## Exercise objective
Filter out all lines without the word "above" from the data below, please, and copy the rest.

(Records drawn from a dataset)
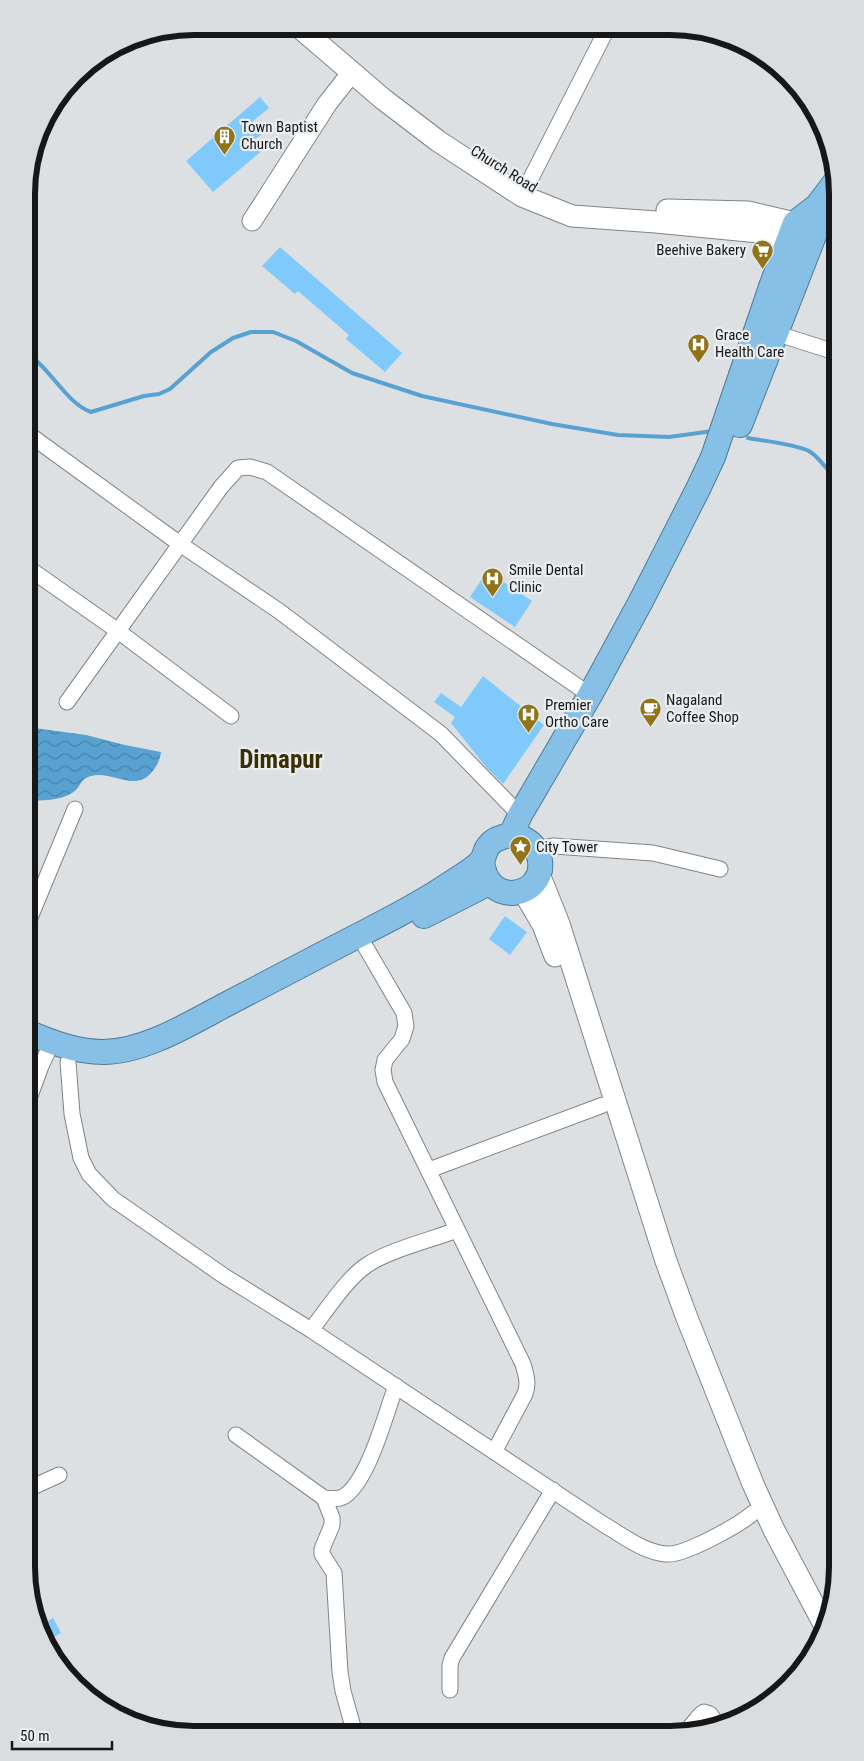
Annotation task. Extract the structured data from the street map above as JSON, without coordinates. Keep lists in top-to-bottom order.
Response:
{
  "streets": {
    "main road": ["Church Road"]
  },
  "districts": ["Dimapur"],
  "places": {
    "building": ["Town Baptist Church"],
    "supermarket": ["Beehive Bakery"],
    "hospital": ["Grace Health Care", "Smile Dental Clinic", "Premier Ortho Care"],
    "cafe": ["Nagaland Coffee Shop"],
    "place": ["City Tower"]
  },
  "scale_bar": "50 m"
}
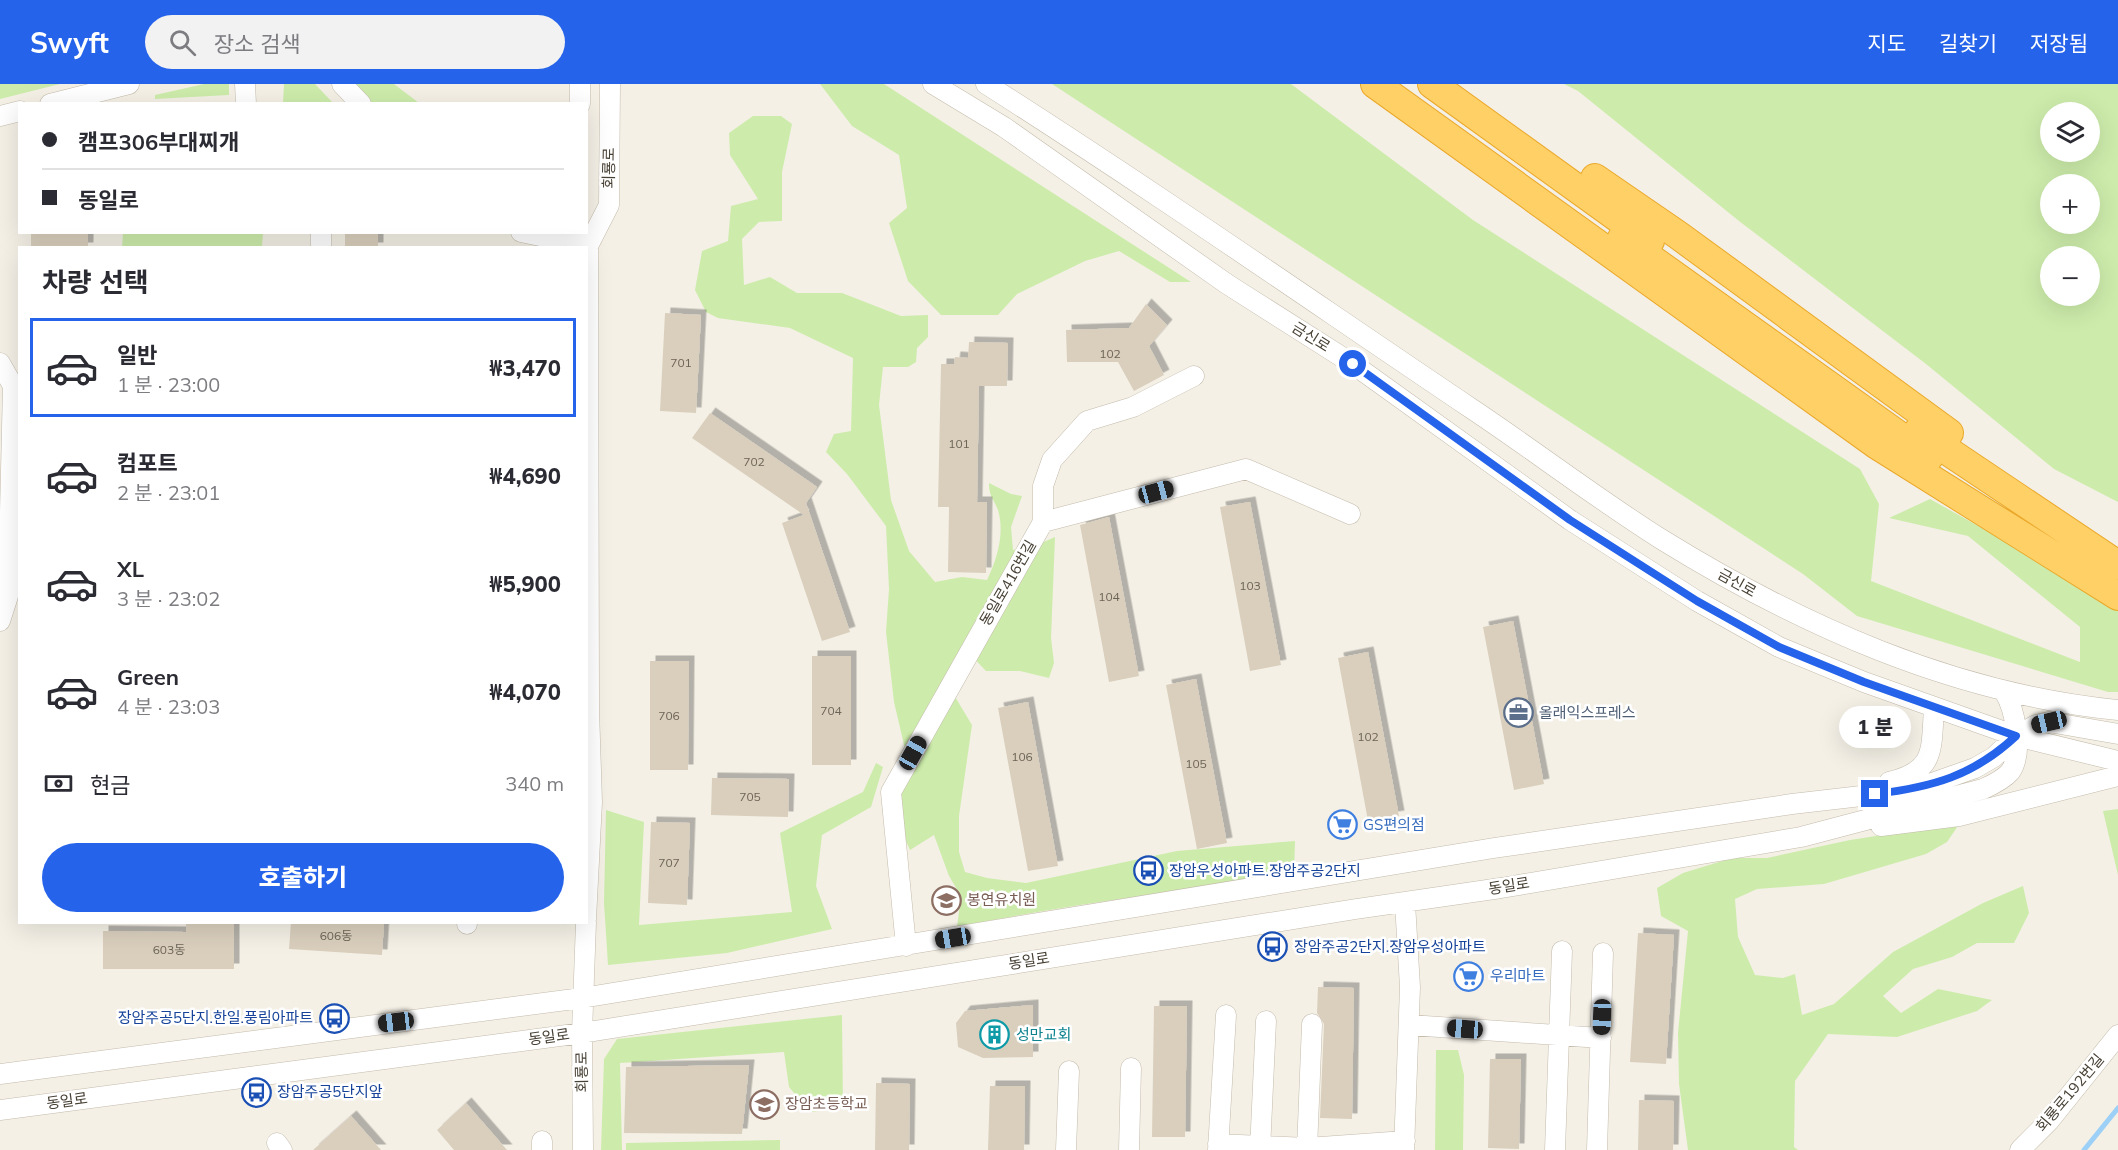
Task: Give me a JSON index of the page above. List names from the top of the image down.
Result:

## The answer
Annotation task. Extract the structured data from the street map above as JSON, without coordinates. Keep lists in top-to-bottom order.
Task: Give me a JSON index of the page above. List names from the top of the image down.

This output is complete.